[Dataset items]
********************

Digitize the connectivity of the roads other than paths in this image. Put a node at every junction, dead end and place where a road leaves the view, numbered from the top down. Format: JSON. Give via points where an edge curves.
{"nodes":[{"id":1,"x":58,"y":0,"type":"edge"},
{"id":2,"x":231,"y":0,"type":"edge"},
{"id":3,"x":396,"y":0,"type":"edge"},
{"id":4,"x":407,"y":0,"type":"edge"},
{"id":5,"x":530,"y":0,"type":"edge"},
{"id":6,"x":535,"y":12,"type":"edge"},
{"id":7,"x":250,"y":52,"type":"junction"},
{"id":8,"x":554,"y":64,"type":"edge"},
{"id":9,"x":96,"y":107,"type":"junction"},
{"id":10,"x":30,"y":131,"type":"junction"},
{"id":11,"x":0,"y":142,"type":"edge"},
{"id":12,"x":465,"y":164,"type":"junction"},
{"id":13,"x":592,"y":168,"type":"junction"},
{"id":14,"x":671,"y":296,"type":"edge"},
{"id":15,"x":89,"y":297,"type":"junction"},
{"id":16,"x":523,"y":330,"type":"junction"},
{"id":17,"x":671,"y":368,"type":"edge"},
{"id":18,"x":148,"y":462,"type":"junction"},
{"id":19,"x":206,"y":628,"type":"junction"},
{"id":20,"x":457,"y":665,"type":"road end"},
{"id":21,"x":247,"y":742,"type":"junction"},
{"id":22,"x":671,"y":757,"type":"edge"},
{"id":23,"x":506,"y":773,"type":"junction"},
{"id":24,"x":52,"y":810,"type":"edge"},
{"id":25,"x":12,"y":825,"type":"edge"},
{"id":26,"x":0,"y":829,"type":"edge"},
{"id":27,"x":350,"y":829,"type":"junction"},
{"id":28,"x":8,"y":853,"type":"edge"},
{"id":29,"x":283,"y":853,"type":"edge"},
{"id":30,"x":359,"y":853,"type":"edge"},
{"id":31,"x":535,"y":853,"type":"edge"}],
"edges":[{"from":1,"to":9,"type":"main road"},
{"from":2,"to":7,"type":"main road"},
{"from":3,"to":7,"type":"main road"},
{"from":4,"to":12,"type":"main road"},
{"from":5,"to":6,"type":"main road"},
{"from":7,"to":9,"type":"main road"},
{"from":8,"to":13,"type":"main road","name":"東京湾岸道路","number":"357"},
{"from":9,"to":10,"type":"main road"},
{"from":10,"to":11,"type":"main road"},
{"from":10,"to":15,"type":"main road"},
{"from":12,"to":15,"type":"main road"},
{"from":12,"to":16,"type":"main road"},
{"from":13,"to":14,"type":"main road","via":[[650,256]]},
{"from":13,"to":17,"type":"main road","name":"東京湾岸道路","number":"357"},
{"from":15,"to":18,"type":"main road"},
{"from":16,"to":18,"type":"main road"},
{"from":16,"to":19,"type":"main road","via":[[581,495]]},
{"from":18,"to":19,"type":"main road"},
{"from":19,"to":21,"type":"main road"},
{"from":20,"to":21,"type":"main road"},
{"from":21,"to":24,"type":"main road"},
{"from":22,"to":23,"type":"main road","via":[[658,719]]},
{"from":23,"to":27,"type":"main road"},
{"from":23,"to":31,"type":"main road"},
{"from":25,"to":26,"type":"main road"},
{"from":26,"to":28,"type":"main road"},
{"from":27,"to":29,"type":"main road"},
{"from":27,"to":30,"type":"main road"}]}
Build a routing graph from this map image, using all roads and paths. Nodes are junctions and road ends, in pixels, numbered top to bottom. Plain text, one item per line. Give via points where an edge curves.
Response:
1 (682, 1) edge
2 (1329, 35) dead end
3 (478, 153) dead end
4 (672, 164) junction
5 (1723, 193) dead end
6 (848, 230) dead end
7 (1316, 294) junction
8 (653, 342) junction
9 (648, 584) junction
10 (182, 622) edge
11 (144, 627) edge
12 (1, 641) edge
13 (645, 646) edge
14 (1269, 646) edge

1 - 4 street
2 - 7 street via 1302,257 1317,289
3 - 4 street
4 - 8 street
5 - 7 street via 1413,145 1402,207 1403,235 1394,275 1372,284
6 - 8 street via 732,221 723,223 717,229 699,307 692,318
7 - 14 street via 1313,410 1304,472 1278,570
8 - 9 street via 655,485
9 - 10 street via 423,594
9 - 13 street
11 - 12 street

********************

Action item: Go line by line through the entries above and tally those that hold the word "name"; give the tally alone.

Response: 2